To do this, first add the public key from the keypair you generated to the remote rsync user's ~/.ssh/authorized_keys. Then, prepend the same command you just added to sudoers, except with "sudo" prepended, so it looks something like this:

command="sudo rsync --server --sender -lHogDtpAXrze.iLsf --numeric-ids . /var/lib/couchdb" [public key]

You should also consider using the no-port-forwarding, no-X11-forwarding, and no-pty options, to further limit the opportunities for exploitation. In that case, it would look something like this:

no-port-forwarding,no-X11-forwarding,no-pty,command=...

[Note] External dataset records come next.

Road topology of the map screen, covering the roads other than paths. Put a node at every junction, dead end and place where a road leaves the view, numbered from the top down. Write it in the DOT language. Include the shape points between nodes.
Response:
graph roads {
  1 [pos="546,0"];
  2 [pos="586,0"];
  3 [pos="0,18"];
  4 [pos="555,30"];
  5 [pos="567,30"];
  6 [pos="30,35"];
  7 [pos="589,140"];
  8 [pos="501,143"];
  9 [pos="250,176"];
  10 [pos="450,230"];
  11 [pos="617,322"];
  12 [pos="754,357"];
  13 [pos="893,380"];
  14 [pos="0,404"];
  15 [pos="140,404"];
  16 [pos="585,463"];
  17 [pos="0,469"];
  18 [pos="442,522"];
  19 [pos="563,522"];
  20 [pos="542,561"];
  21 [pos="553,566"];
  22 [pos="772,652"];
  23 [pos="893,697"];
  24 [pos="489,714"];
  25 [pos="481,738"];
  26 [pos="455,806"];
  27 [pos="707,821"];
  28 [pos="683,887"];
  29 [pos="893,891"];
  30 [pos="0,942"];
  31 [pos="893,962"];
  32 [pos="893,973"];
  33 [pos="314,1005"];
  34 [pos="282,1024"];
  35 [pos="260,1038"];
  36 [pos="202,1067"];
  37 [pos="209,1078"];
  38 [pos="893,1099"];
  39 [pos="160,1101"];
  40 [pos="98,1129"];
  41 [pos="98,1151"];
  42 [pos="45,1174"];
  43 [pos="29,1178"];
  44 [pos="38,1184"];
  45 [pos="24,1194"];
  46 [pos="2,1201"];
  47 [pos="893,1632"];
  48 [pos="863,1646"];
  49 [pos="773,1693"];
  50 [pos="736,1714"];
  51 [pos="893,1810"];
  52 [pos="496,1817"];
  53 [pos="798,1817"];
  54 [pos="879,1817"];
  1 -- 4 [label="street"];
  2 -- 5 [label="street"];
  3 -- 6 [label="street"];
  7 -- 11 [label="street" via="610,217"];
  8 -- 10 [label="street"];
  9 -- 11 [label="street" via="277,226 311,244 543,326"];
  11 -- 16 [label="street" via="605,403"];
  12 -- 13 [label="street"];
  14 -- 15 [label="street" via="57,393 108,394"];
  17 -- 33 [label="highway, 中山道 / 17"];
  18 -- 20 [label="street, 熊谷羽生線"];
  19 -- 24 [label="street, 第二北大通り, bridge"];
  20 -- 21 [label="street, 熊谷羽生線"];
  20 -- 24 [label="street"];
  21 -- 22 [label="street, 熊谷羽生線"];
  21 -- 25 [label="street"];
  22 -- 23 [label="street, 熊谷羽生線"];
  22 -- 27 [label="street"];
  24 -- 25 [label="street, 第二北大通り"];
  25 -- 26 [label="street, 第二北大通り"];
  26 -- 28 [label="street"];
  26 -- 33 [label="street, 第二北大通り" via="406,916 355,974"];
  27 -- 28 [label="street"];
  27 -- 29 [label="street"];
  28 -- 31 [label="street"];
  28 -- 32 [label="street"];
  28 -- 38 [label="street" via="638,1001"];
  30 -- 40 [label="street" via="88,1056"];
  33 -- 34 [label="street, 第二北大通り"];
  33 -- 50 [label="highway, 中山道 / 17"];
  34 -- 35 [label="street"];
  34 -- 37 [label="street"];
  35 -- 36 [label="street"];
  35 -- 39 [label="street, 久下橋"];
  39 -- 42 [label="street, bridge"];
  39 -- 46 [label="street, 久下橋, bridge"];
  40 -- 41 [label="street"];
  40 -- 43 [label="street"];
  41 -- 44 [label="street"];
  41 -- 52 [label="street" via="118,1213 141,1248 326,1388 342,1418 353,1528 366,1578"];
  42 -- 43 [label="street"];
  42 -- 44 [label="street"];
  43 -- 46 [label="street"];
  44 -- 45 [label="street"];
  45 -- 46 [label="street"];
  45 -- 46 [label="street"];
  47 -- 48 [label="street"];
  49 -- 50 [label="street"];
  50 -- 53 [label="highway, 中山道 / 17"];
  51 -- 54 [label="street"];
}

If you now ssh to the rsync user on the remote machine, you should get nothing returned. You can make it more clear that it's not still connecting by using the various levels of ssh's -v flags (-vv should be clear enough).

Create a cron job

We now need to create a cron job that connects to the ssh agent, and uses it to connect to the server you are syncing. I suggest you do this as two parts (although it can be done in one, it will look pretty messy). Assuming that you created the agent as root earlier to preserve ownership information (you could also run the agent as your own user and source that, instead, as long as you are running the job as root), the following should work to sync every hour:

cat > /usr/local/bin/sync-foo << 'EOF'
#!/bin/sh

. ~/.ssh/agents/rsync_archive
rsync -avzHAX --numeric-ids --rsync-path='sudo rsync' rsync@foo:/var/lib/couchdb /sync/foo-couch
EOF
chmod a+x /usr/local/bin/sync-foo

cat > /etc/cron.d/sync-foo << 'EOF'
PATH=/usr/local/sbin:/usr/local/bin:/usr/sbin:/usr/bin:/sbin:/bin
0 * * * * root sync-foo
EOF

Obviously, this requires that your SSH agent has the key added and unlocked. That's your responsibility (when you boot the server), otherwise rsync will time out. You can immediately fail the connection on such conditions if you disable password authentication in your sshd_config on the remote.

You should now have a fully working setup. It goes without saying that you should keep the passphrase to the key (and, of course, the key itself) secure.